### Brief
Take the material below and output exactly the run of lines from the one containing "static void fill_rect(cairo_t" down to the one containing "cairo_pattern_t *soft = cairo_pop_group(cr);", with both included.

### Record set
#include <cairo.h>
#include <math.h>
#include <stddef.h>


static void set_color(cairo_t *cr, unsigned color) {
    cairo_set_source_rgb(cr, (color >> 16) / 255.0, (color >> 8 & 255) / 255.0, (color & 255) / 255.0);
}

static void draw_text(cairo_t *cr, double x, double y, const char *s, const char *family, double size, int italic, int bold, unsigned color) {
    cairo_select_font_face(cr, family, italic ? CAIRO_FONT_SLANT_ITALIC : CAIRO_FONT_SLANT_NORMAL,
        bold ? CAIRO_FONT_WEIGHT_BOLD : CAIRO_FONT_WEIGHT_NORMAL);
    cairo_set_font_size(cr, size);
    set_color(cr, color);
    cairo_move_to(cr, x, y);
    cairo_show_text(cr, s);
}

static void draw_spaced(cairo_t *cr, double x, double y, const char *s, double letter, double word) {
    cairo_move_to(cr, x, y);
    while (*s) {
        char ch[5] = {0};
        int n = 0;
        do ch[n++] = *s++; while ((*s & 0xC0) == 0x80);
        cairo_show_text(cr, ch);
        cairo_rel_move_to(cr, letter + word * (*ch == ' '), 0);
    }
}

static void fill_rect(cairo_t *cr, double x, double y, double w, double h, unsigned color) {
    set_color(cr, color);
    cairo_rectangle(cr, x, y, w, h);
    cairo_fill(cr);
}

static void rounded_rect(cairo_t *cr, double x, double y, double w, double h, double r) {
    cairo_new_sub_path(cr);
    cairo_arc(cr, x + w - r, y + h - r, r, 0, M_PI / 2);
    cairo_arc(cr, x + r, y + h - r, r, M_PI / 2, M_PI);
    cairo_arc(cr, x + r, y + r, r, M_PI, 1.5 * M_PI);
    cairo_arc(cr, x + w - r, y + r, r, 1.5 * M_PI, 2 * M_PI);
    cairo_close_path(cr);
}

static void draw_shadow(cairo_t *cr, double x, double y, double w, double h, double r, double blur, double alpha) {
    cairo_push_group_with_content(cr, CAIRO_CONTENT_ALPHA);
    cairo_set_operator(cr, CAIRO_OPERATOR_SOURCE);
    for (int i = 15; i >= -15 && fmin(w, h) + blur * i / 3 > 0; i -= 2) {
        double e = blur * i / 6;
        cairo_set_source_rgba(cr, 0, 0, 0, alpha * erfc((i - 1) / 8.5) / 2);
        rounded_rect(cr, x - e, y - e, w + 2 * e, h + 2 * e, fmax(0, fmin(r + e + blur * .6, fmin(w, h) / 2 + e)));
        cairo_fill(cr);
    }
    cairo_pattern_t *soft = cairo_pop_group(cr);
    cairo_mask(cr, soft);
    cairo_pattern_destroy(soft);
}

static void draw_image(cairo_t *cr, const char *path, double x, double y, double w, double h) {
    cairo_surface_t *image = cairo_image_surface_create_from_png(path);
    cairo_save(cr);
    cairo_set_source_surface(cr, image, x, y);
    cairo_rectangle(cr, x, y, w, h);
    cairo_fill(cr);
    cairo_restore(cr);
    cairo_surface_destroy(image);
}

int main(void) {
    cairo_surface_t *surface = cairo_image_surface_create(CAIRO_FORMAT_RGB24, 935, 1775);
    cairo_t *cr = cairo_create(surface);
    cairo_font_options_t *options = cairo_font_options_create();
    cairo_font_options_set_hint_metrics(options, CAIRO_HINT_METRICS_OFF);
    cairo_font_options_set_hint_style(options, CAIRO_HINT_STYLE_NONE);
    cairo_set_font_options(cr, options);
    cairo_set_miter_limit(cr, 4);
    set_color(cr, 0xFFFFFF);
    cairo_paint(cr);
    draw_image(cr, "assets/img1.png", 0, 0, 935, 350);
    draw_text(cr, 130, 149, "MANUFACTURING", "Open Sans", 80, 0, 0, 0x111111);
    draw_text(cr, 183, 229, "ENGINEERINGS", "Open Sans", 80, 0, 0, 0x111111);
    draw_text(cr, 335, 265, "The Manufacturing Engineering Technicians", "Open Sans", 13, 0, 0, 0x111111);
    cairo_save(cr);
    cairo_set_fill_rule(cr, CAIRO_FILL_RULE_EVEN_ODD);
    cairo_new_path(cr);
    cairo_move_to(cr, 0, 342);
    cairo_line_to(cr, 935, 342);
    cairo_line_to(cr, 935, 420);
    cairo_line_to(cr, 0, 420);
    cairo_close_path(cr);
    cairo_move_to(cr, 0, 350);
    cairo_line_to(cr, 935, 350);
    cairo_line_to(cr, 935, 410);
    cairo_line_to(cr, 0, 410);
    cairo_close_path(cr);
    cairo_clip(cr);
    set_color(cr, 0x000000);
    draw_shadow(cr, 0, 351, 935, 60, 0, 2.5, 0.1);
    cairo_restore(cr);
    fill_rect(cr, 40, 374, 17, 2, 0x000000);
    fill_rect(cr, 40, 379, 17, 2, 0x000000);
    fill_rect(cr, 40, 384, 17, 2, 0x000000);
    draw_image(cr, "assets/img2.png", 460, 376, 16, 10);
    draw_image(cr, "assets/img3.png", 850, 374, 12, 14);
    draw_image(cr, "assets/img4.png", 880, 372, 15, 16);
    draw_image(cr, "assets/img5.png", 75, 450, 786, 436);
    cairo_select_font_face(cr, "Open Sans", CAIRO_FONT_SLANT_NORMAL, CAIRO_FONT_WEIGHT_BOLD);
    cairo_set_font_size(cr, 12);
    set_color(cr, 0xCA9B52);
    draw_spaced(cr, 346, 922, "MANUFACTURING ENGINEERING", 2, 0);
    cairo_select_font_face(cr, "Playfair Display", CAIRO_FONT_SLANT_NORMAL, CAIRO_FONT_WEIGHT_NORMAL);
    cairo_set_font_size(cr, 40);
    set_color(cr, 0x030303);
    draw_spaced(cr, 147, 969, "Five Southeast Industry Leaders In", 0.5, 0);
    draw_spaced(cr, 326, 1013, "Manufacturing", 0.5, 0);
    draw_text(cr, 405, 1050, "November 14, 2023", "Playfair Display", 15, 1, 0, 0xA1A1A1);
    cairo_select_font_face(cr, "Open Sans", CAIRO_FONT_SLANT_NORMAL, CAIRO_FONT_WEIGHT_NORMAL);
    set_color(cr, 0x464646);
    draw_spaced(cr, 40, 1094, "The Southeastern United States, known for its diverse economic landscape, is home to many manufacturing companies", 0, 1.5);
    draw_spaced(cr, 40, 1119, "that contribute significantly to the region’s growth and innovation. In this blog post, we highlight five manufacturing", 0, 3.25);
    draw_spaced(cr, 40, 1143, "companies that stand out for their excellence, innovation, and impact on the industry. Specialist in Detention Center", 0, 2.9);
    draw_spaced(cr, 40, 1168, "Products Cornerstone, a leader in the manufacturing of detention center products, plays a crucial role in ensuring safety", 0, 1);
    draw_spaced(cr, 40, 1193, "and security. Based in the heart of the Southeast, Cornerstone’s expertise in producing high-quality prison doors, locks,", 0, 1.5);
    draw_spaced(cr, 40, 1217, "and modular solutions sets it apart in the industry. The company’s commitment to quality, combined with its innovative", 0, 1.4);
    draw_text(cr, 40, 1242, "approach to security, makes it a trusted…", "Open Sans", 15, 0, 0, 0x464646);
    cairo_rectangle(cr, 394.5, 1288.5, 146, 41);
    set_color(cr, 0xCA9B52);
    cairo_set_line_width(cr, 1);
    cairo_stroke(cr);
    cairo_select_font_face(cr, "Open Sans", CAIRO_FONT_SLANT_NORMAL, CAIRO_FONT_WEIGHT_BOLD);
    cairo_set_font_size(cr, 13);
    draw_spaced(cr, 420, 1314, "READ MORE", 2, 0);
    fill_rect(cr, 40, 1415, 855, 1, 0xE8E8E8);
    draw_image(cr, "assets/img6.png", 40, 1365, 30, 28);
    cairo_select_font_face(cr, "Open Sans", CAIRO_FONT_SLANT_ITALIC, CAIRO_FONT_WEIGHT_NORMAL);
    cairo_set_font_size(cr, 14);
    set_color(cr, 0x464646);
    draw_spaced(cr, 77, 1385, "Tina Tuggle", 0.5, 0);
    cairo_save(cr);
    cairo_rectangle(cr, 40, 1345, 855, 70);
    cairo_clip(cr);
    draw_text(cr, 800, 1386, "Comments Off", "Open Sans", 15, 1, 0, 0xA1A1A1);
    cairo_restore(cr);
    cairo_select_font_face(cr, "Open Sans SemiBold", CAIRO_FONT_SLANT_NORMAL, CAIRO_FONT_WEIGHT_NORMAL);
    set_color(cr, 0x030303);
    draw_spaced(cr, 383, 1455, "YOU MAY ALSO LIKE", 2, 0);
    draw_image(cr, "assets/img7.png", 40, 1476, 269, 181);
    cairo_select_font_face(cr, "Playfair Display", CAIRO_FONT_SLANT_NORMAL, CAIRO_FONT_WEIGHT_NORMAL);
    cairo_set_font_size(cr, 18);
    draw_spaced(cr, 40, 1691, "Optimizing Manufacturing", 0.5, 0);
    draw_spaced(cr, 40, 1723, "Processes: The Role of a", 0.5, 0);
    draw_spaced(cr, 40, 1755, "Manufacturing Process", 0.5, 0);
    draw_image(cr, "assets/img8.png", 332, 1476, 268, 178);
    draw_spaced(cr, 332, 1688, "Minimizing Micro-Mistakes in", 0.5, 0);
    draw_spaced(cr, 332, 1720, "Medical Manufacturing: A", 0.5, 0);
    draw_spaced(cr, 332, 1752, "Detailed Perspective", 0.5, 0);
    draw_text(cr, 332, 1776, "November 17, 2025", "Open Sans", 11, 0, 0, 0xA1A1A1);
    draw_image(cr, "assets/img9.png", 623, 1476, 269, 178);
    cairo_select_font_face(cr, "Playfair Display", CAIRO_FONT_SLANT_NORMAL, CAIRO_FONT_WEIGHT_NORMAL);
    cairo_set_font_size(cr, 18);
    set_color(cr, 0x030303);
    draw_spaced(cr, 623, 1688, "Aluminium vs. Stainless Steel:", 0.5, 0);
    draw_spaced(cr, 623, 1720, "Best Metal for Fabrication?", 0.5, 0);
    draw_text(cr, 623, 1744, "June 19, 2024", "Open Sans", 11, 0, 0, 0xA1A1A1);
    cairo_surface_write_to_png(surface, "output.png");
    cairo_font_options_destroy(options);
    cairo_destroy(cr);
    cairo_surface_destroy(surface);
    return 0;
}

### Response area
static void fill_rect(cairo_t *cr, double x, double y, double w, double h, unsigned color) {
    set_color(cr, color);
    cairo_rectangle(cr, x, y, w, h);
    cairo_fill(cr);
}

static void rounded_rect(cairo_t *cr, double x, double y, double w, double h, double r) {
    cairo_new_sub_path(cr);
    cairo_arc(cr, x + w - r, y + h - r, r, 0, M_PI / 2);
    cairo_arc(cr, x + r, y + h - r, r, M_PI / 2, M_PI);
    cairo_arc(cr, x + r, y + r, r, M_PI, 1.5 * M_PI);
    cairo_arc(cr, x + w - r, y + r, r, 1.5 * M_PI, 2 * M_PI);
    cairo_close_path(cr);
}

static void draw_shadow(cairo_t *cr, double x, double y, double w, double h, double r, double blur, double alpha) {
    cairo_push_group_with_content(cr, CAIRO_CONTENT_ALPHA);
    cairo_set_operator(cr, CAIRO_OPERATOR_SOURCE);
    for (int i = 15; i >= -15 && fmin(w, h) + blur * i / 3 > 0; i -= 2) {
        double e = blur * i / 6;
        cairo_set_source_rgba(cr, 0, 0, 0, alpha * erfc((i - 1) / 8.5) / 2);
        rounded_rect(cr, x - e, y - e, w + 2 * e, h + 2 * e, fmax(0, fmin(r + e + blur * .6, fmin(w, h) / 2 + e)));
        cairo_fill(cr);
    }
    cairo_pattern_t *soft = cairo_pop_group(cr);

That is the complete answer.